-- EXTRACTED RECORDS --

+ + + +

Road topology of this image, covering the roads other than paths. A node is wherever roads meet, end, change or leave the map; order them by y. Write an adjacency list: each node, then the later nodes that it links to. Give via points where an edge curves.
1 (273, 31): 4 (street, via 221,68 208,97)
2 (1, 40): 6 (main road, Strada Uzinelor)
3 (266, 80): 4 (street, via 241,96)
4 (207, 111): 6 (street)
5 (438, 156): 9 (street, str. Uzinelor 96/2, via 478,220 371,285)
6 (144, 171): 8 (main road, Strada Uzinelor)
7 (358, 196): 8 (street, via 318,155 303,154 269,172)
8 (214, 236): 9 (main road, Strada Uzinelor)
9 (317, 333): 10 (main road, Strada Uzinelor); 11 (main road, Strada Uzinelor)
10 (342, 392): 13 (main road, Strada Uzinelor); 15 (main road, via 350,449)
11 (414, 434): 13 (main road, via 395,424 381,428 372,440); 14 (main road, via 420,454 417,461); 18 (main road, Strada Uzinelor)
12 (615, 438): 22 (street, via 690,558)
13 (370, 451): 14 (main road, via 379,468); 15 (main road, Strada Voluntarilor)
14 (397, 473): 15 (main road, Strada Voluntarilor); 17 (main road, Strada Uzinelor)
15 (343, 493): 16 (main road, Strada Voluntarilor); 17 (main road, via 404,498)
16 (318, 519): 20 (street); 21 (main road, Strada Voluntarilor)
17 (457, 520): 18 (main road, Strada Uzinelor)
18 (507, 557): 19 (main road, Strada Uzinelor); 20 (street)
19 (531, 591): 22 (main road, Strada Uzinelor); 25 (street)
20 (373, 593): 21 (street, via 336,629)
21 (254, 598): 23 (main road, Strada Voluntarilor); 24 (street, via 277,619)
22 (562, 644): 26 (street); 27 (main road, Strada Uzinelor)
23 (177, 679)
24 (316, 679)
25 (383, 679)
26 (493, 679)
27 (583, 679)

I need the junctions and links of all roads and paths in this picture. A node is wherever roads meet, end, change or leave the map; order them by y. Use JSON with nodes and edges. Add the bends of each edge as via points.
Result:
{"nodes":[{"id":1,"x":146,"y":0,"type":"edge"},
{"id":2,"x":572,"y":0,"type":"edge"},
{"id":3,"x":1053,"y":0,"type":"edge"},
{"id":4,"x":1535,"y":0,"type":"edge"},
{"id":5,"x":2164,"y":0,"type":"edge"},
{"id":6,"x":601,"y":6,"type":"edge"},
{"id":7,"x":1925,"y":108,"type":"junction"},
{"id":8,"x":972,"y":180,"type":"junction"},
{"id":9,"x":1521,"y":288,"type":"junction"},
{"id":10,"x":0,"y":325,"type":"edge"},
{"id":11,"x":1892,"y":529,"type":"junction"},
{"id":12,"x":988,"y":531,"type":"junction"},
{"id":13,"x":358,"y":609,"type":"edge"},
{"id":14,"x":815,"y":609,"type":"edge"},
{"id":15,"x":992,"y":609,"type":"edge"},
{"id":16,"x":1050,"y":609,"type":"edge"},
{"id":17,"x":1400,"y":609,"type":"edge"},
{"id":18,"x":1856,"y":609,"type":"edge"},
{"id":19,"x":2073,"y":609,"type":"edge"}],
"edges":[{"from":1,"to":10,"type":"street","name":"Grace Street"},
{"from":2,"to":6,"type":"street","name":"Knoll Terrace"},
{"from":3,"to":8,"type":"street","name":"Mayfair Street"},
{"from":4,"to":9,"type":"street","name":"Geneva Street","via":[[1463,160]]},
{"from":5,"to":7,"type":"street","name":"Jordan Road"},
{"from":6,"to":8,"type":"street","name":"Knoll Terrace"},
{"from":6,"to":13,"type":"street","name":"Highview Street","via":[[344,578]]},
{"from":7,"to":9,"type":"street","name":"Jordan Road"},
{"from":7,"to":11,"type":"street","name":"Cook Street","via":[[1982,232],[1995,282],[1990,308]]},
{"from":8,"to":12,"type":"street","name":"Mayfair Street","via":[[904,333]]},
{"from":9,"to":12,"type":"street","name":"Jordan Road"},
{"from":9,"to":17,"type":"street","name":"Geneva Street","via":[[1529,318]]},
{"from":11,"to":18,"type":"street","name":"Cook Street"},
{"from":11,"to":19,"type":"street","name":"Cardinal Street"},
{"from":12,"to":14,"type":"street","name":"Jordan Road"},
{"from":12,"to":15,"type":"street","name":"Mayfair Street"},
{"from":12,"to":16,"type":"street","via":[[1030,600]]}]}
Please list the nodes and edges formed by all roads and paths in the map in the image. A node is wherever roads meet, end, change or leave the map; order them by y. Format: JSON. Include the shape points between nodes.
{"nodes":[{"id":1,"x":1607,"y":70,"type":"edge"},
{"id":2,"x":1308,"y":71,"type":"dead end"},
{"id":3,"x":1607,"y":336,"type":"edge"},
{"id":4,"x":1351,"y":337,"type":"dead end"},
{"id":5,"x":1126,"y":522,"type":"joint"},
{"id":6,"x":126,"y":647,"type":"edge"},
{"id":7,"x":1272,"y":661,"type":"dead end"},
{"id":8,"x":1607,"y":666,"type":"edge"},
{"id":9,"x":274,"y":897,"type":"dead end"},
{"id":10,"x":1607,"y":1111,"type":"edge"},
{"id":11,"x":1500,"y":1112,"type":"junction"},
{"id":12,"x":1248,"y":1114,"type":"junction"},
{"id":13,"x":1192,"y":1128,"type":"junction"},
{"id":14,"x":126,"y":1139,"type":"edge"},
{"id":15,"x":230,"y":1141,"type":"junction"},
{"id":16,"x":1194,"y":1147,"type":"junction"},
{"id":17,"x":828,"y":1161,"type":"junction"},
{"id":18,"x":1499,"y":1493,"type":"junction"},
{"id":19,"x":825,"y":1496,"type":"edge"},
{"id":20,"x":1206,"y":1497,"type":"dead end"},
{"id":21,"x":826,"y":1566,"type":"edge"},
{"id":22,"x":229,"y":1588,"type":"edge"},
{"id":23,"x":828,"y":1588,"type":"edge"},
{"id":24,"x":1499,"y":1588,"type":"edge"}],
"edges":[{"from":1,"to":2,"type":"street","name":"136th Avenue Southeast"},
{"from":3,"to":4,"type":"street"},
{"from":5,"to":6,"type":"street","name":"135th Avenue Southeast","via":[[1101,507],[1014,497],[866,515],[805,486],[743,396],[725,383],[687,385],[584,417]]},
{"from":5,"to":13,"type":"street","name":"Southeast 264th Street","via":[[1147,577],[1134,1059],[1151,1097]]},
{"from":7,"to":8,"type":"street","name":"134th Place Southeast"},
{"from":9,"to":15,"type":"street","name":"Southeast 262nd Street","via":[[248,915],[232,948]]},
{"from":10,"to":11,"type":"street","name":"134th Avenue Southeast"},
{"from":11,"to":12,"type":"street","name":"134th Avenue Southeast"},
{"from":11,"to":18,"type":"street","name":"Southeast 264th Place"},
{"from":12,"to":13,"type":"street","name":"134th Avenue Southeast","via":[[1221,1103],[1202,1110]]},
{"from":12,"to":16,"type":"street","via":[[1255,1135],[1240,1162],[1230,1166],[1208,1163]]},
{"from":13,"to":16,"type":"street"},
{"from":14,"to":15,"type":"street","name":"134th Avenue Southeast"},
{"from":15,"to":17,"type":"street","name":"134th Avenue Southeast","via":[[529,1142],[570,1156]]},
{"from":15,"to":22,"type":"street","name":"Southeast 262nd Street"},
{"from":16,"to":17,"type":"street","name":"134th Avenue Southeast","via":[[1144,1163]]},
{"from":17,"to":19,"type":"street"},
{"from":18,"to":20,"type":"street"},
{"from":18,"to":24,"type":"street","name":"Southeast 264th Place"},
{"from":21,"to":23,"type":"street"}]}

+ + + +

-- WHAT YOU NEED TO DO --
Each line of the listing that includes the word "them" should be copied out.

-- EXERCISE RESPONSE --
Road topology of this image, covering the roads other than paths. A node is wherever roads meet, end, change or leave the map; order them by y. Write an adjacency list: each node, then the later nodes that it links to. Give via points where an edge curves.
I need the junctions and links of all roads and paths in this picture. A node is wherever roads meet, end, change or leave the map; order them by y. Use JSON with nodes and edges. Add the bends of each edge as via points.
Please list the nodes and edges formed by all roads and paths in the map in the image. A node is wherever roads meet, end, change or leave the map; order them by y. Format: JSON. Include the shape points between nodes.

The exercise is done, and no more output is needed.